В «пещеру», где горела «лампочка Ильича», заливая крохотное помещеньеце неярким «церковным» светом, несчастный вбежал.
– Маньяк! – Он вооружился шваброй и огрел бы ею психотерапевта, но у того имелся ценный опыт общения с буйными: швабру ФМ перехватил, волнения пресек.
– По сто грамм?
– Эдуард. – Проводник пожал Федору руку. – Актер. Драматург.
– Сочинитель, – кивнула девушка-продавщица. Та самая чудаковатая соседка, любительница Куло. – Тысячу восемь рублей и одиннадцать копеек должен! И я больше не верю, дядь Эдь, что у вас мошенники всю пенсию выклянчили и что ваша дочь лечится от нервной худобы!
– Анорексии, – подсказал Федя.
– Видала я вашу дочу. Она весит как три меня в мокрых шубах!
– Налейте товарищу. Я заплачу. – ФМ рассматривал акварельные рисунки: выразительные, абстрактные и довольно безобразные, они безуспешно маскировали грибок на стенах.
– Ваши? – спросил он «Лилу».
– Ну, мои.
Она поджала губы. В ее «живописи», в тревожной цветовой гамме, где превалировали оттенки бордового, в смещенной композиции и диспропорциональных фигурах с кричащими ртами, угадывались признаки дисфории и посттравматического стрессового расстройства.
– Какие художники вам нравятся?
Продавщица растерялась.
– Ну, я рисую, что мне нравится. – И добавила тихо, стыдливо, что не запоминает сложные иностранные имена.
– Глазунов!
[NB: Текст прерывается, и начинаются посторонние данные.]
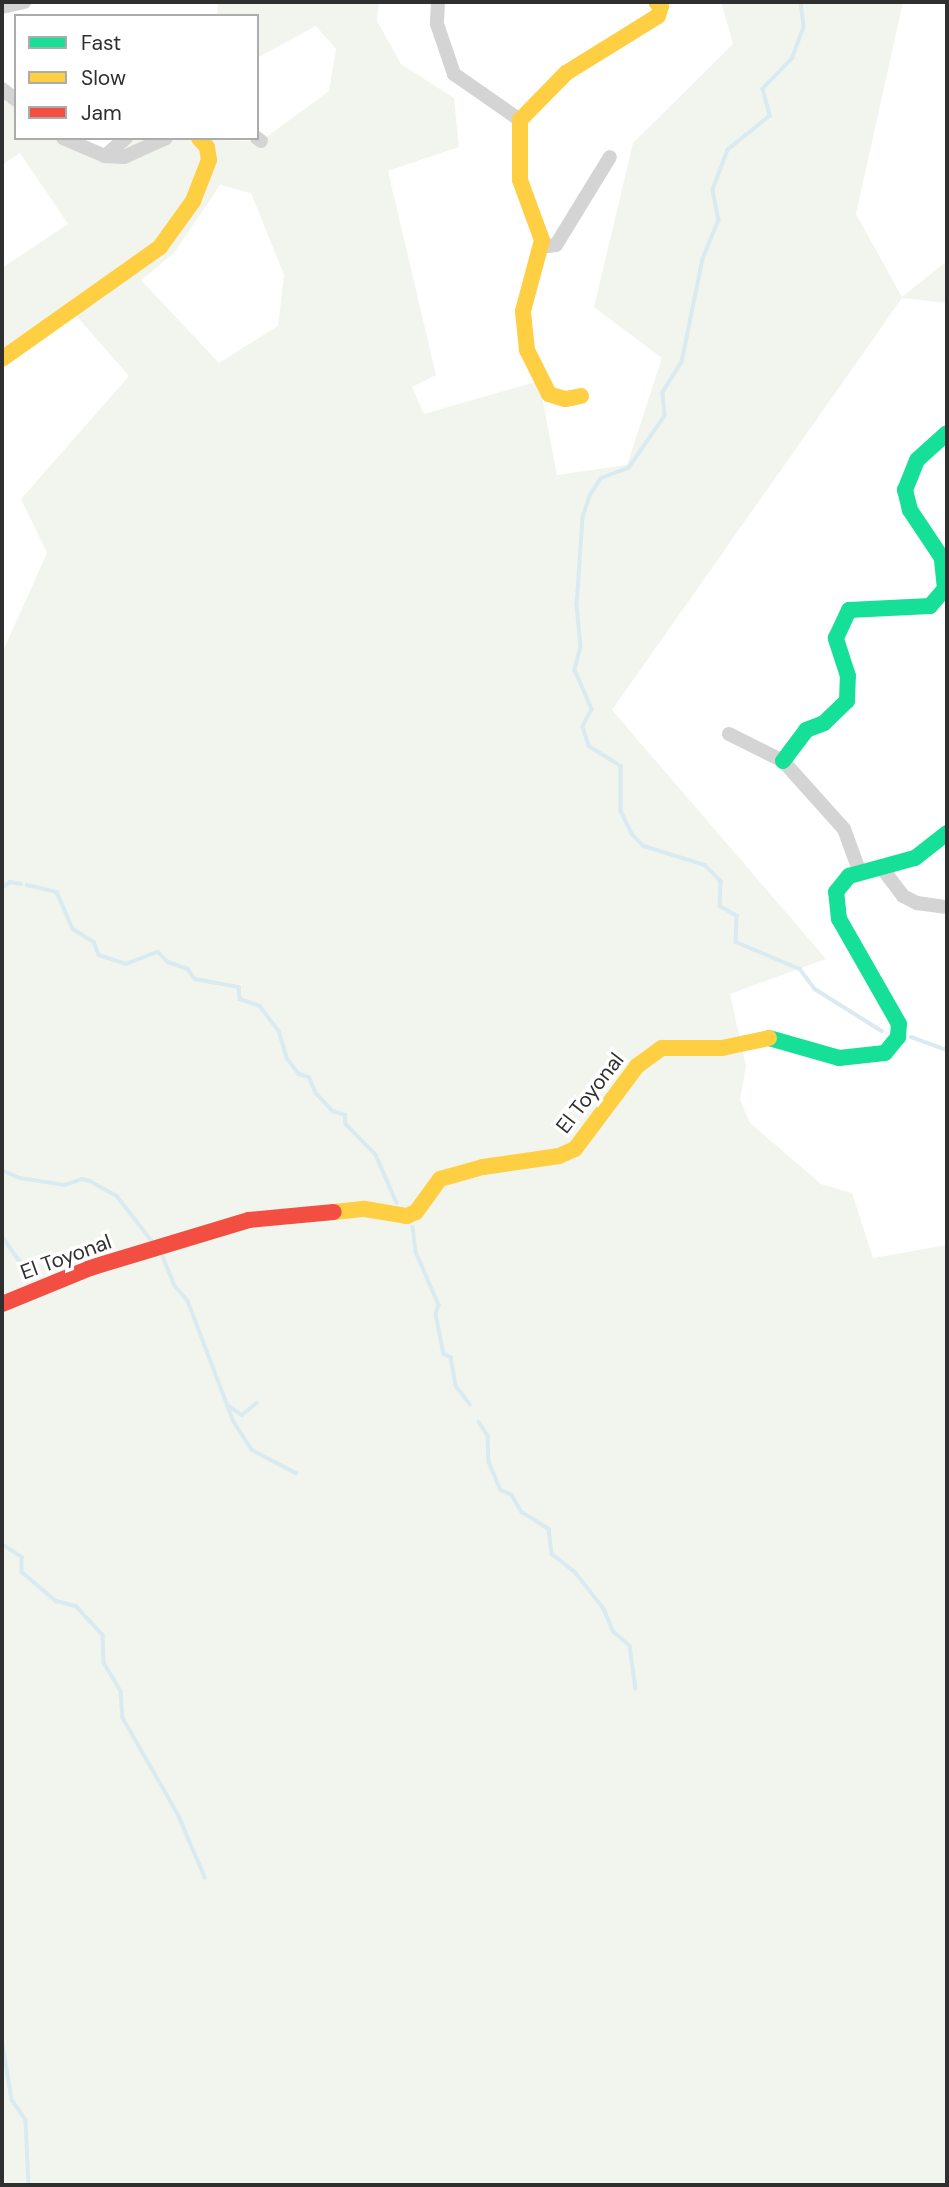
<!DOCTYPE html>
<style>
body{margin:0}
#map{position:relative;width:949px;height:2187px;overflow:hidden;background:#fff;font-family:"DM Sans",sans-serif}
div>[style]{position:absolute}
.green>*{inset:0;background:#f2f5ed}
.stream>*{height:3.5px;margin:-1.75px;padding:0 1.75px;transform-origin:1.75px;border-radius:1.75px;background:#daeaf1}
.street>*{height:14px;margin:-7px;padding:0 7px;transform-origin:7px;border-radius:7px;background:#d4d4d4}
.fast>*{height:16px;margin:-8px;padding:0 8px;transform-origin:8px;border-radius:8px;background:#16e098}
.slow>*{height:16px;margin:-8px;padding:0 8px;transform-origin:8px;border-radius:8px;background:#ffcf43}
.jam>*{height:16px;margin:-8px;padding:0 8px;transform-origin:8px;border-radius:8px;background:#f24e42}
span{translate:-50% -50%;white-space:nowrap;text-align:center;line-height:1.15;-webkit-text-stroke:7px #fff;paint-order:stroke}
.street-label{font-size:21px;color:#2f2f2f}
.frame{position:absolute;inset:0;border:4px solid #2f2f2f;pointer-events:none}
.legend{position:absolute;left:14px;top:14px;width:245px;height:126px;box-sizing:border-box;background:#fff;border:2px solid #acacac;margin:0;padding:9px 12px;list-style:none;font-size:21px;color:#2f2f2f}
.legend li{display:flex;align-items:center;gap:14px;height:35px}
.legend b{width:35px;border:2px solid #acacac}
</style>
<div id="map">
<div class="green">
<i style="clip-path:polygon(evenodd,218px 2px,379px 2px,377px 21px,401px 64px,454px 98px,459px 147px,388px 171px,436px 375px,412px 387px,424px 414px,539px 381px,557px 475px,627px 465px,662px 358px,594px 307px,633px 143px,733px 44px,721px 2px,903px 2px,856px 214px,902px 297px,947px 261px,947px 303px,902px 298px,612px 710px,826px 959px,730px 994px,746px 1066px,740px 1100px,750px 1123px,821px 1184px,852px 1193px,873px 1258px,947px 1245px,947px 2185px,2px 2185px,2px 653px,47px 553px,21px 499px,129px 376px,72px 311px,2px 359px,2px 268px,68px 224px,20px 153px,2px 165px,2px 89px,16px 100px,16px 138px,63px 138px,105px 156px,126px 138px,261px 141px,329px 91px,336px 49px,316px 26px,257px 58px,257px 16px,217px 16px,218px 2px,220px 185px,251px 193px,284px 275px,278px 326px,219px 363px,141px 280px,174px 253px,220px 185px)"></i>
</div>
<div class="stream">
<i style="left:801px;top:2px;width:25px;rotate:83deg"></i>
<i style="left:804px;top:27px;width:33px;rotate:110deg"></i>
<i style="left:793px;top:58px;width:43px;rotate:134.1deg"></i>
<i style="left:763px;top:89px;width:28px;rotate:75deg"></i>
<i style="left:770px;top:116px;width:54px;rotate:141deg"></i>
<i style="left:728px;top:150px;width:43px;rotate:110.6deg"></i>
<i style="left:713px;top:190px;width:31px;rotate:79deg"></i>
<i style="left:719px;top:220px;width:42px;rotate:112.3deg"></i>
<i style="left:703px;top:259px;width:105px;rotate:101.5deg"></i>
<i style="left:682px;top:362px;width:36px;rotate:122deg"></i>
<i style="left:663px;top:393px;width:23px;rotate:85deg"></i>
<i style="left:665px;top:416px;width:63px;rotate:124.7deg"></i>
<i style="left:629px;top:468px;width:30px;rotate:159deg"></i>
<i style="left:601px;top:479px;width:20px;rotate:123deg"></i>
<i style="left:590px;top:496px;width:23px;rotate:108deg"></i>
<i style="left:583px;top:518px;width:87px;rotate:93.9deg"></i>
<i style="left:577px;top:605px;width:42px;rotate:84.6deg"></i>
<i style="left:581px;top:647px;width:24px;rotate:105deg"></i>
<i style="left:575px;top:670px;width:43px;rotate:66.4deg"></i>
<i style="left:592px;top:709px;width:20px;rotate:117deg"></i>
<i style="left:583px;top:727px;width:20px;rotate:72deg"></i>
<i style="left:589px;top:746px;width:38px;rotate:32deg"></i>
<i style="left:621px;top:766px;width:45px;rotate:90deg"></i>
<i style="left:621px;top:811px;width:25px;rotate:64deg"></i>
<i style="left:632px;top:834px;width:17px;rotate:45deg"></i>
<i style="left:644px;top:846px;width:64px;rotate:17.3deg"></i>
<i style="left:705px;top:865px;width:23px;rotate:45deg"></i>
<i style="left:721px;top:881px;width:25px;rotate:92deg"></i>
<i style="left:720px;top:906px;width:20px;rotate:30deg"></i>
<i style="left:737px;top:916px;width:26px;rotate:92deg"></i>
<i style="left:736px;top:942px;width:69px;rotate:22.9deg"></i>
<i style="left:800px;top:969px;width:25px;rotate:53deg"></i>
<i style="left:815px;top:989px;width:79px;rotate:32.1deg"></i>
<i style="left:27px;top:885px;width:31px;rotate:13deg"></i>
<i style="left:57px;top:892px;width:40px;rotate:66.6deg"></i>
<i style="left:73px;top:929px;width:25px;rotate:32deg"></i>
<i style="left:94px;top:942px;width:14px;rotate:69deg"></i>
<i style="left:99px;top:955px;width:28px;rotate:18deg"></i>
<i style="left:126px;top:964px;width:34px;rotate:-21deg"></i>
<i style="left:158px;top:952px;width:14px;rotate:45deg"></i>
<i style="left:168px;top:962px;width:21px;rotate:19deg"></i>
<i style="left:188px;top:969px;width:12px;rotate:55deg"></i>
<i style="left:195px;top:979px;width:45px;rotate:10.3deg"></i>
<i style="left:239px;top:987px;width:12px;rotate:85deg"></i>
<i style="left:240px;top:999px;width:21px;rotate:19deg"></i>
<i style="left:260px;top:1006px;width:31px;rotate:53deg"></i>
<i style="left:279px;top:1031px;width:28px;rotate:73deg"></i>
<i style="left:287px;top:1058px;width:20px;rotate:53deg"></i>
<i style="left:299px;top:1074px;width:10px;rotate:17deg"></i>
<i style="left:309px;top:1077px;width:17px;rotate:66deg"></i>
<i style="left:316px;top:1093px;width:25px;rotate:47deg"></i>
<i style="left:333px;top:1111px;width:13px;rotate:18deg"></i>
<i style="left:345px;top:1115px;width:9px;rotate:84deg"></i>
<i style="left:346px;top:1124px;width:43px;rotate:45.9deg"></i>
<i style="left:376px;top:1155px;width:52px;rotate:66.4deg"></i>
<i style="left:2px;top:888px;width:10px;rotate:-37deg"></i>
<i style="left:10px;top:882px;width:11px;rotate:10deg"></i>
<i style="left:911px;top:1037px;width:38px;rotate:20deg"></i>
<i style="left:2px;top:1170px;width:20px;rotate:24deg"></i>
<i style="left:20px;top:1178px;width:46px;rotate:8.8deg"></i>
<i style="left:65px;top:1185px;width:18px;rotate:-19deg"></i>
<i style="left:82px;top:1179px;width:8px;rotate:14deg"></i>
<i style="left:90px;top:1181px;width:31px;rotate:29deg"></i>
<i style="left:117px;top:1196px;width:57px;rotate:52.1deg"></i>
<i style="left:413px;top:1227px;width:25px;rotate:83deg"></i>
<i style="left:416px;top:1252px;width:58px;rotate:66.5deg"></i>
<i style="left:439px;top:1305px;width:9px;rotate:108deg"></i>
<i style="left:436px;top:1314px;width:41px;rotate:78.7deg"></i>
<i style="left:444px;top:1354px;width:8px;rotate:23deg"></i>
<i style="left:451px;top:1357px;width:29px;rotate:80deg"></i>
<i style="left:456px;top:1386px;width:23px;rotate:52deg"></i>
<i style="left:2px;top:1236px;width:28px;rotate:55deg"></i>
<i style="left:18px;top:1259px;width:29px;rotate:38deg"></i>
<i style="left:162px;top:1254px;width:35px;rotate:68deg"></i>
<i style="left:175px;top:1286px;width:20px;rotate:49deg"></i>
<i style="left:188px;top:1301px;width:129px;rotate:69.2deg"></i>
<i style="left:234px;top:1422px;width:33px;rotate:57deg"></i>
<i style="left:252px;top:1450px;width:50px;rotate:27.6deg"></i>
<i style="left:229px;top:1406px;width:16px;rotate:35deg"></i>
<i style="left:242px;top:1415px;width:19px;rotate:-39deg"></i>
<i style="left:479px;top:1422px;width:17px;rotate:57deg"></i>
<i style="left:488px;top:1436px;width:26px;rotate:88deg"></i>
<i style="left:489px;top:1462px;width:30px;rotate:67deg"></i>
<i style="left:501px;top:1490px;width:12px;rotate:24deg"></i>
<i style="left:512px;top:1495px;width:20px;rotate:60deg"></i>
<i style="left:522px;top:1512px;width:32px;rotate:32deg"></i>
<i style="left:549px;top:1529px;width:25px;rotate:83deg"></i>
<i style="left:552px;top:1554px;width:31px;rotate:38deg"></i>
<i style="left:576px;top:1573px;width:46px;rotate:52.1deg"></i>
<i style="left:604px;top:1609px;width:25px;rotate:67deg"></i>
<i style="left:614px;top:1632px;width:21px;rotate:41deg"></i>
<i style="left:630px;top:1646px;width:43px;rotate:82.1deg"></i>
<i style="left:2px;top:1544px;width:24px;rotate:33deg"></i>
<i style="left:22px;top:1557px;width:15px;rotate:90deg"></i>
<i style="left:22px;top:1572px;width:45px;rotate:40.5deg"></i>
<i style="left:56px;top:1601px;width:21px;rotate:14deg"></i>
<i style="left:76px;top:1606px;width:40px;rotate:47deg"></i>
<i style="left:103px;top:1635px;width:28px;rotate:88deg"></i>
<i style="left:104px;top:1663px;width:33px;rotate:59deg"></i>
<i style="left:121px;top:1691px;width:27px;rotate:86deg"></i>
<i style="left:123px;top:1718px;width:111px;rotate:60.2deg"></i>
<i style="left:178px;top:1814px;width:69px;rotate:66.8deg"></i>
<i style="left:2px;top:2039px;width:62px;rotate:80.7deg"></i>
<i style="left:12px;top:2100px;width:24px;rotate:55deg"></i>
<i style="left:26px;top:2120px;width:65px;rotate:87.4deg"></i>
</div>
<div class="street">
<i style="left:438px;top:2px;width:22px;rotate:93deg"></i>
<i style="left:437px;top:24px;width:53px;rotate:71.2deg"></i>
<i style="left:454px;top:74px;width:80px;rotate:34.9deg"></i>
<i style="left:2px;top:7px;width:23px;rotate:-13deg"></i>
<i style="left:2px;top:89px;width:18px;rotate:38deg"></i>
<i style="left:63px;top:138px;width:46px;rotate:23.2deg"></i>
<i style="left:105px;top:156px;width:28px;rotate:-41deg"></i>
<i style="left:257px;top:138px;width:5px;rotate:37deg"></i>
<i style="left:105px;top:156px;width:19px;rotate:3deg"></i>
<i style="left:124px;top:157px;width:46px;rotate:-24.3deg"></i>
<i style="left:540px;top:247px;width:16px;rotate:-7deg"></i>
<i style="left:556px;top:245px;width:103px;rotate:-58.5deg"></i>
<i style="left:729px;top:734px;width:60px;rotate:26.6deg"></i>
<i style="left:783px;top:761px;width:91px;rotate:48.1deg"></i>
<i style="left:844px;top:829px;width:47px;rotate:70deg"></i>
<i style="left:882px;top:868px;width:35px;rotate:53deg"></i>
<i style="left:903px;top:896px;width:16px;rotate:27deg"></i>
<i style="left:917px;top:903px;width:30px;rotate:8deg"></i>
</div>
<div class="fast">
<i style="left:783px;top:761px;width:39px;rotate:-53deg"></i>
<i style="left:806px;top:730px;width:19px;rotate:-21deg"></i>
<i style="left:824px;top:723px;width:32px;rotate:-44deg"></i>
<i style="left:847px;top:701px;width:25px;rotate:-88deg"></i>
<i style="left:848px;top:676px;width:40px;rotate:-108deg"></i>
<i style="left:836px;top:638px;width:31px;rotate:-65deg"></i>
<i style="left:849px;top:610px;width:81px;rotate:-2.8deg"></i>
<i style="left:930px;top:606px;width:23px;rotate:-49deg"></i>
<i style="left:945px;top:589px;width:31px;rotate:-96deg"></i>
<i style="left:942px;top:558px;width:58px;rotate:-123.7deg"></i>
<i style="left:910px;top:510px;width:21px;rotate:-104deg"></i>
<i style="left:905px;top:490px;width:32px;rotate:-68deg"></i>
<i style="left:917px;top:460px;width:40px;rotate:-42deg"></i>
<i style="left:769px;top:1038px;width:73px;rotate:15.9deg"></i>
<i style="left:839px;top:1058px;width:46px;rotate:-6.2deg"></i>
<i style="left:885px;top:1053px;width:21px;rotate:-51deg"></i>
<i style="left:898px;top:1037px;width:13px;rotate:-86deg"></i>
<i style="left:899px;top:1024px;width:121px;rotate:-119.7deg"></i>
<i style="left:839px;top:919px;width:27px;rotate:-96deg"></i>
<i style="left:836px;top:892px;width:21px;rotate:-51deg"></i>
<i style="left:849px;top:876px;width:68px;rotate:-15.3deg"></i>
<i style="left:915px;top:858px;width:41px;rotate:-38deg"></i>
</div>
<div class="slow">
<i style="left:2px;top:359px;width:194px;rotate:-35.3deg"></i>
<i style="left:160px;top:247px;width:57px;rotate:-54.3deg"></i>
<i style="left:193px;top:201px;width:44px;rotate:-68.7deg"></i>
<i style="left:209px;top:160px;width:13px;rotate:-99deg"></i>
<i style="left:207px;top:147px;width:12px;rotate:-132deg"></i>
<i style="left:581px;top:396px;width:16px;rotate:169deg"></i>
<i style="left:565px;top:399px;width:17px;rotate:-163deg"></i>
<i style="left:549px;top:394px;width:49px;rotate:-116.6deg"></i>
<i style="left:527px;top:350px;width:39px;rotate:-96deg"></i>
<i style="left:523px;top:311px;width:73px;rotate:-75deg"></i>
<i style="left:542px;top:240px;width:64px;rotate:-110.1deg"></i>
<i style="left:520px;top:180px;width:60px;rotate:-90deg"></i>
<i style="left:520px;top:120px;width:66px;rotate:-45.6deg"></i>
<i style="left:566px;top:73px;width:108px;rotate:-31.8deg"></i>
<i style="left:658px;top:16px;width:10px;rotate:-73deg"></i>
<i style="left:661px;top:6px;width:6px;rotate:-141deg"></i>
<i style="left:334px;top:1212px;width:31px;rotate:-6deg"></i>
<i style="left:365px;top:1209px;width:43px;rotate:9.5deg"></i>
<i style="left:407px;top:1216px;width:10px;rotate:-24deg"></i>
<i style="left:416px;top:1212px;width:41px;rotate:-54deg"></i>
<i style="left:440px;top:1179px;width:45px;rotate:-15.6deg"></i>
<i style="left:483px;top:1167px;width:77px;rotate:-8.2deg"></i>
<i style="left:559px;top:1156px;width:17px;rotate:-24deg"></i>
<i style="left:575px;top:1149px;width:104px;rotate:-53.2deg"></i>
<i style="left:637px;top:1066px;width:31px;rotate:-36deg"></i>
<i style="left:662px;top:1048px;width:60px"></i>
<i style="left:722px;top:1048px;width:48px;rotate:-12deg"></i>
</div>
<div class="jam">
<i style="left:2px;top:1304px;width:95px;rotate:-22.2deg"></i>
<i style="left:90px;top:1268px;width:166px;rotate:-16.8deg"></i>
<i style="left:249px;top:1220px;width:85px;rotate:-5.4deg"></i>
</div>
<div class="street-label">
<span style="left:590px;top:1093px;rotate:-52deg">El Toyonal</span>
<span style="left:66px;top:1257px;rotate:-20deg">El Toyonal</span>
</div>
<div class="frame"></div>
<ul class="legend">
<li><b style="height:9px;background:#16e098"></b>Fast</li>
<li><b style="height:9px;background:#ffcf43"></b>Slow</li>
<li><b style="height:9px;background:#f24e42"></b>Jam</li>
</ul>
</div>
Творец! – Эдуард растягивал халявные сто грамм, как диабетик конфетку, как фотомодель котлетку. – Левитан. Айвазовский. А Малевичи с Пикассами – халтурщики и педерасты.
– Слушайте, вы обосновываете вашу вкусовую неприязнь к продукту – произведению – посредством уличения и приписывания изготовителям – авторам – очевидно ненавистной вам гомосексуальности. Что противоречит логике. Если я равнодушен к рэпу. – Федя подмигнул «Лилу». – Продукту. Это не значит, что его изготовители ковыряются в носу. Я ненавижу, когда ковыряются в носу. Но даже если некий рэпер ковыряется в носу, рэп «не мое» не поэтому!
– Сальвадор Дали. – Девушка, похоже, выяснила у интернета, кто рисовал жидкие часы. – Классный.
– Почему?
– Я могу на его картины залипнуть на час, два. Правда ваша, я малахольная. – Она вздохнула. – Мои одноклассницы замужем, детей родили, а я… На картинки пялюсь.
– Я сказал, что вы подвержены мерехлюндии. Печали.
– Да? Зря я вас хамом ругала тогда. – «Лилу», улыбаясь Федору, шлепнула «драматурга» мухобойкой по пальцам, тянущимся к прилепленному скотчем к прилавку «мерзавчику»-пятьдесятграммульке.
– Гамон!
Слово ворвалось в подвал прежде Волгина Виктора Васильевича. Отстал он ненамного. Был он бит и зол.
– Мозг отьебал! Тут коряво, подточи. Тут отполируй. Восемь часов я ему подтачивал!